**Entries provided**
☆ ☆ ☆ ☆

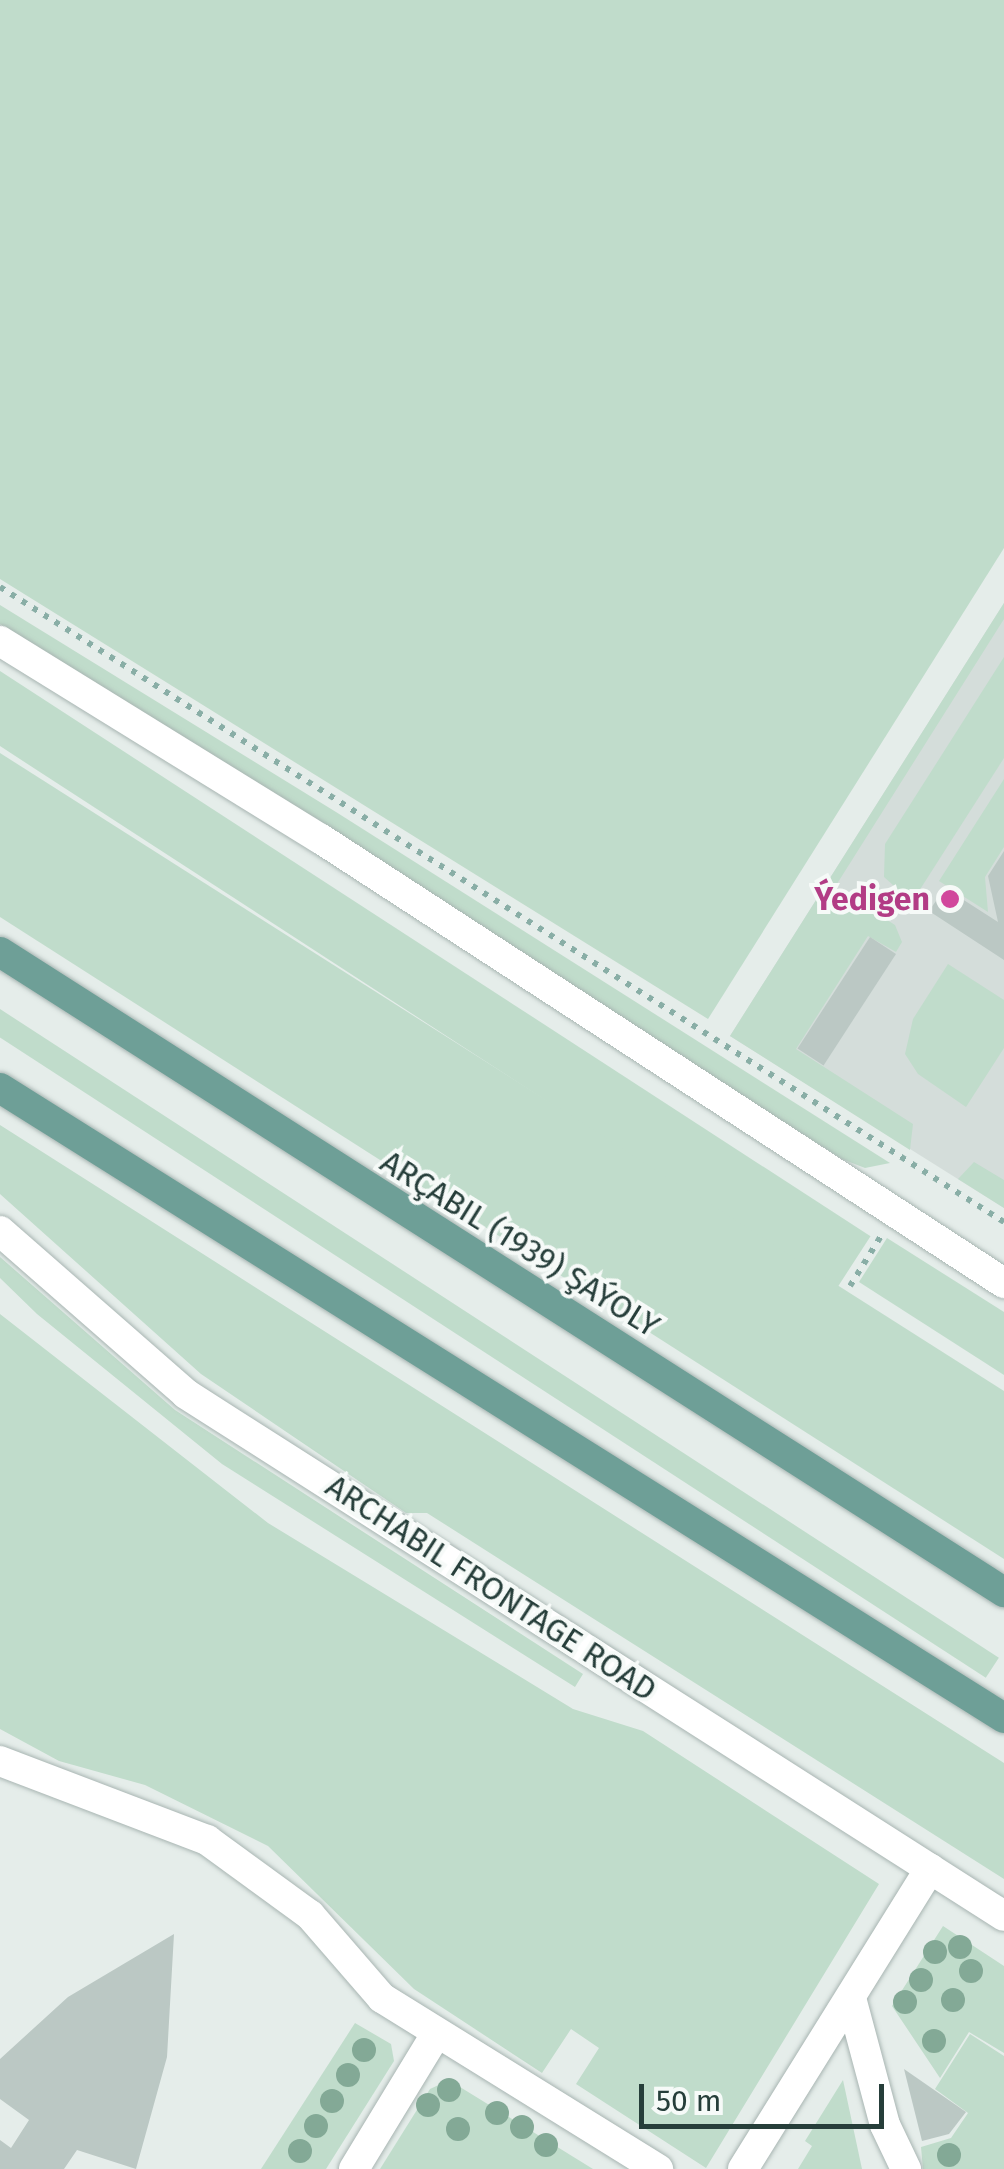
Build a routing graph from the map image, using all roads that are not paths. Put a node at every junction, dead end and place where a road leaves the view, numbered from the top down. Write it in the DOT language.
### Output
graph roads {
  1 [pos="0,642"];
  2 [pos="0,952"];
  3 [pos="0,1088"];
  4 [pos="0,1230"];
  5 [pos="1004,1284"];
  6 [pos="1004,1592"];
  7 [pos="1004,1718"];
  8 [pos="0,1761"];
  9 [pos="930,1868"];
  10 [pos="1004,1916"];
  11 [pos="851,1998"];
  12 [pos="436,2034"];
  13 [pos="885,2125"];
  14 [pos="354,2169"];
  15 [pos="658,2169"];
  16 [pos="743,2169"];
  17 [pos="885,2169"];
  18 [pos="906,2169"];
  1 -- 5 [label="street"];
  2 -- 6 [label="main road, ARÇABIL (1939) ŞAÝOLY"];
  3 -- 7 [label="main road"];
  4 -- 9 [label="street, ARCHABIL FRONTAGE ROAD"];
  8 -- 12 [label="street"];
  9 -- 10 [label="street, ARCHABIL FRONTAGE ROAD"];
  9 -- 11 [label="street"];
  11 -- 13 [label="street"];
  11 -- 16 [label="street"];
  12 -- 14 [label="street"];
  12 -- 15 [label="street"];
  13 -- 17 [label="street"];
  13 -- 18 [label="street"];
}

☆ ☆ ☆ ☆

Above are the records; repeat them all exactly, without the pictures.

Build a routing graph from the map image, using all roads that are not paths. Put a node at every junction, dead end and place where a road leaves the view, numbered from the top down. Write it in the DOT language.
### Output
graph roads {
  1 [pos="0,642"];
  2 [pos="0,952"];
  3 [pos="0,1088"];
  4 [pos="0,1230"];
  5 [pos="1004,1284"];
  6 [pos="1004,1592"];
  7 [pos="1004,1718"];
  8 [pos="0,1761"];
  9 [pos="930,1868"];
  10 [pos="1004,1916"];
  11 [pos="851,1998"];
  12 [pos="436,2034"];
  13 [pos="885,2125"];
  14 [pos="354,2169"];
  15 [pos="658,2169"];
  16 [pos="743,2169"];
  17 [pos="885,2169"];
  18 [pos="906,2169"];
  1 -- 5 [label="street"];
  2 -- 6 [label="main road, ARÇABIL (1939) ŞAÝOLY"];
  3 -- 7 [label="main road"];
  4 -- 9 [label="street, ARCHABIL FRONTAGE ROAD"];
  8 -- 12 [label="street"];
  9 -- 10 [label="street, ARCHABIL FRONTAGE ROAD"];
  9 -- 11 [label="street"];
  11 -- 13 [label="street"];
  11 -- 16 [label="street"];
  12 -- 14 [label="street"];
  12 -- 15 [label="street"];
  13 -- 17 [label="street"];
  13 -- 18 [label="street"];
}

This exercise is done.